What there is, however - and here we very much overstep our bounds as a regulator - is a concerted populist revolt against the seeming inability of any centrist party to deliver meaningful change. We know that building new infrastructure is one of the markers by which voters judge that the Government is getting on with the job, and while the plans for Clean Power 2030 will certainly lead to lots of new infrastructure, it will be considerably less focused on demand than it will generation. For the restoration of economic opportunity throughout the country we need to make it easier to get connected. And to do so, much like in the 1980s, we need to break a monopoly.
With very special regards,
Ofgem
Excellent article as always but please don’t defend the DNOs too much. The scale of profitability for a monopoly is incredibly difficult to justify.

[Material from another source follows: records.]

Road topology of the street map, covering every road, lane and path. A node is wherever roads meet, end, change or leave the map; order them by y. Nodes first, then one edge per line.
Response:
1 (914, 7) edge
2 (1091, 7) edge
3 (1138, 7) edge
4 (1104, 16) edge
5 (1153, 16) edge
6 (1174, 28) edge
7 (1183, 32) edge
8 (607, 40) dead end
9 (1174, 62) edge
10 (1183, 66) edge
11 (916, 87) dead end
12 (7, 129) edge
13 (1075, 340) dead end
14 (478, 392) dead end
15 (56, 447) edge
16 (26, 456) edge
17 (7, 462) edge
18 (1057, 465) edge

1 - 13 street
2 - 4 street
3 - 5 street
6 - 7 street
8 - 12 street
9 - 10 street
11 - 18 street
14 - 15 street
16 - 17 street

Electricity North West, for example, has just 2,000 employees, but generates £598m in revenue and £229m operating profit or a whopping 38% profit. It then has £89m in finance costs, which is used to justify the retained profit. Yet these costs are paid on servicing debt that was loaded on to the business by its owners to effectively buy a formerly state-owned business for effectively nothing. If all DNOs were the same you are looking at over £15 billion taken in dividends in the last 10 years.
I think this concept of breaking the monopoly of origination could be made more feasible combined with a mindset of viewing pylons, substation sites, etc as analogous to mobile phone towers. Mobile phone towers rent space to network operators. Similarly, the TOs could rent 'space' out to IDNOs or your SPVs to upgrade or install new equipment on their various network assets. I imagine there would need to be open access obligations on this specifically to truly break the monopoly on origination.
Perhaps I'm simply expressing a variation on your Coasean principle with an eye towards the IDNOs.